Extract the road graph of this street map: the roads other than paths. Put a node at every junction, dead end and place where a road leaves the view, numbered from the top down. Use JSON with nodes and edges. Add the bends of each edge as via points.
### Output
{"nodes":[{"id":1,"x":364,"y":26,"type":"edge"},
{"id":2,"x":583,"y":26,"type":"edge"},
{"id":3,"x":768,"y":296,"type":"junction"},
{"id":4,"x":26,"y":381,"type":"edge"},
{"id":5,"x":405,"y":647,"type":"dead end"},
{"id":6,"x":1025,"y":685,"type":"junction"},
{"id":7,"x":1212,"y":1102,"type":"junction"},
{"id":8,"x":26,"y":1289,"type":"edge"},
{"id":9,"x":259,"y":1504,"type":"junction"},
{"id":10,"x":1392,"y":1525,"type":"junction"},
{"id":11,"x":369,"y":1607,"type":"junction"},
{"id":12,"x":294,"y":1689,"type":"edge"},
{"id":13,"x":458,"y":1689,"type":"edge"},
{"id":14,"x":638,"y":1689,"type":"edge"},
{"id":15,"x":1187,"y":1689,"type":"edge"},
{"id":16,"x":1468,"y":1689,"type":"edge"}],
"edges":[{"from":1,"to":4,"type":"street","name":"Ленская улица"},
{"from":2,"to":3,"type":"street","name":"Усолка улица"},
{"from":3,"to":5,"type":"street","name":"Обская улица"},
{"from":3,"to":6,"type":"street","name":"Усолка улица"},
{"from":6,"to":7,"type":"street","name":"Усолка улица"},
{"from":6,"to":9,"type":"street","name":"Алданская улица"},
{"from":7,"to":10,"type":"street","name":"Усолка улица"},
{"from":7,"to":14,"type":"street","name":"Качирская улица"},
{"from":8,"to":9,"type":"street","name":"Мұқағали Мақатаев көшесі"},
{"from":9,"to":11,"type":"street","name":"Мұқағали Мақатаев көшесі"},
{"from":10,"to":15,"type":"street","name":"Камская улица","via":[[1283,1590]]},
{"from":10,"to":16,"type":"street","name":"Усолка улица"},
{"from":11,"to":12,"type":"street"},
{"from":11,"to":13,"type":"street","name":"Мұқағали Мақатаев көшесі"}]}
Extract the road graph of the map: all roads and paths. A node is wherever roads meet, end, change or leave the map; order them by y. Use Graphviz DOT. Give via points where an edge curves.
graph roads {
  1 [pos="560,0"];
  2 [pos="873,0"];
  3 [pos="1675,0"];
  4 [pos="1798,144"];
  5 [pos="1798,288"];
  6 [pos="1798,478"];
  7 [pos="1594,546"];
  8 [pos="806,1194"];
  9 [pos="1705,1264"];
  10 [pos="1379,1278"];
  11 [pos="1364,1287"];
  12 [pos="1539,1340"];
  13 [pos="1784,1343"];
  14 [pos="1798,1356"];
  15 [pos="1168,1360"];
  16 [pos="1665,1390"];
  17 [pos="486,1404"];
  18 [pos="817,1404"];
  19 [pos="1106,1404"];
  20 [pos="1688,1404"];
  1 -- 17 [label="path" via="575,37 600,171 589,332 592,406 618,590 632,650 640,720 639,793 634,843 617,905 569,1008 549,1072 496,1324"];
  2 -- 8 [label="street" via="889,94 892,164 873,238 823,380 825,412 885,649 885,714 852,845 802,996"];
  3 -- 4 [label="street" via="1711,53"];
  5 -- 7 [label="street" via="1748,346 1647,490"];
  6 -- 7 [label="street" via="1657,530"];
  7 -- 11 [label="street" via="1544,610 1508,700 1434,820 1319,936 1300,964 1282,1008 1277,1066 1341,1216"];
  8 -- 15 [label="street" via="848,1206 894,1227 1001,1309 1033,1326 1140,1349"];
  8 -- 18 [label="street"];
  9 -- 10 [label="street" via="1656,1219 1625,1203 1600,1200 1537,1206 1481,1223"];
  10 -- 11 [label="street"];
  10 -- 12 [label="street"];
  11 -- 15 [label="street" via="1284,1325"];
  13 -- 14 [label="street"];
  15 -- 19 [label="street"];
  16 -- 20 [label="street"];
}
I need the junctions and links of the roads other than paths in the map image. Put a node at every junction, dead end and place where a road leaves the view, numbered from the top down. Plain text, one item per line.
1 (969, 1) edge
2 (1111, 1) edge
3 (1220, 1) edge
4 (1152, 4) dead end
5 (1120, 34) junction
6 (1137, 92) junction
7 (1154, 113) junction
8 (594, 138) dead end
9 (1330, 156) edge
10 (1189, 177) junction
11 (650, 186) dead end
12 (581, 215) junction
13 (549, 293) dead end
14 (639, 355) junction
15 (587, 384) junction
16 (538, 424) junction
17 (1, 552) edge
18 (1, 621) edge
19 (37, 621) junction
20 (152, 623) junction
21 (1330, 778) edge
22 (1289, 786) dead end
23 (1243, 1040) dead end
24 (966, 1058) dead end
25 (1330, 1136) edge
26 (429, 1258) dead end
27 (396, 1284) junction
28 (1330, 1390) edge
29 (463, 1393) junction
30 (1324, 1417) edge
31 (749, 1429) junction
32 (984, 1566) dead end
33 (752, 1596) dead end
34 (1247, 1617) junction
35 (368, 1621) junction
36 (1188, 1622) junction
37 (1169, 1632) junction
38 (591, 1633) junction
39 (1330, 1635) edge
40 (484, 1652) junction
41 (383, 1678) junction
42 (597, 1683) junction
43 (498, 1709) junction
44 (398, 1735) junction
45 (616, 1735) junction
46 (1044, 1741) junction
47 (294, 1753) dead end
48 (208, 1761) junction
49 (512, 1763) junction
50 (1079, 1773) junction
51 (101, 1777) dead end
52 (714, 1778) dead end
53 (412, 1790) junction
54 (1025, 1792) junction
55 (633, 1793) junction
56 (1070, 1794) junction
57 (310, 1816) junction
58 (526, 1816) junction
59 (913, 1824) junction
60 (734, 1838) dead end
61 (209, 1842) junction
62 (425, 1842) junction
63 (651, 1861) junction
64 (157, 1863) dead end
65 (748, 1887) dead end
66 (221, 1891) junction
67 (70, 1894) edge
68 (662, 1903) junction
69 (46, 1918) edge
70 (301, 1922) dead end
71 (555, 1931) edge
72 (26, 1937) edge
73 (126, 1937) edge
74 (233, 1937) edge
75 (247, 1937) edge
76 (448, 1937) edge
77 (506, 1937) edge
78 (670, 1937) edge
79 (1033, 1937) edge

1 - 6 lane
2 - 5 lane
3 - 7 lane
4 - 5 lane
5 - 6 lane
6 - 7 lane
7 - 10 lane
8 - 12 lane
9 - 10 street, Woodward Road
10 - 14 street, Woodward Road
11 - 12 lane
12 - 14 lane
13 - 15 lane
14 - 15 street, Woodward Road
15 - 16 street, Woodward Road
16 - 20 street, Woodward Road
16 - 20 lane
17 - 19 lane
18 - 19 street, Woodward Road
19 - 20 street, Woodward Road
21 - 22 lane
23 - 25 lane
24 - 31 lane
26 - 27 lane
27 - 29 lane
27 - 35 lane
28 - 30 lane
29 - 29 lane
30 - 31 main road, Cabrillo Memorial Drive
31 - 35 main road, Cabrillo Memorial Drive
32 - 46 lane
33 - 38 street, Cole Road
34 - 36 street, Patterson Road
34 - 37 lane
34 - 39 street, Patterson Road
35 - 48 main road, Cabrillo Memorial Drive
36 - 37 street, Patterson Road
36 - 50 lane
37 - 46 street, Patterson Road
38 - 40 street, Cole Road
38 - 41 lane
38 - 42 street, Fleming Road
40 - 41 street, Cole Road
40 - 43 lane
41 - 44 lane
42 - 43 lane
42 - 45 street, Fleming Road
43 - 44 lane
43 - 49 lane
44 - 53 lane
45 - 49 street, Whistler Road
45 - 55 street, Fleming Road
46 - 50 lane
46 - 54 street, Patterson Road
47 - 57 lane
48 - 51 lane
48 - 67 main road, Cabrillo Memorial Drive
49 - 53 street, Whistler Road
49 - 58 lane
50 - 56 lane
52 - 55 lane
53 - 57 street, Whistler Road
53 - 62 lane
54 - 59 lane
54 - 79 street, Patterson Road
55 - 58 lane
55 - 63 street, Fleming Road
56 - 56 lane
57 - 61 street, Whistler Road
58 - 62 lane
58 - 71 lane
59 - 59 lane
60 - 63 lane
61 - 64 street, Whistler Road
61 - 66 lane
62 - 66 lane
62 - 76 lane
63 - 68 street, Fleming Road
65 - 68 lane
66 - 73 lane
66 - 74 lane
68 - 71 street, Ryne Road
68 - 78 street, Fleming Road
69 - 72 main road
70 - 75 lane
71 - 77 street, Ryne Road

━━━━━━━━━━

• **EXERCISE INSTRUCTIONS**: If the string "Cole" appears in a line of the data above, that line counts. State how many such lines there are and nothing more.

• **RESULT OF THE EXERCISE**: 3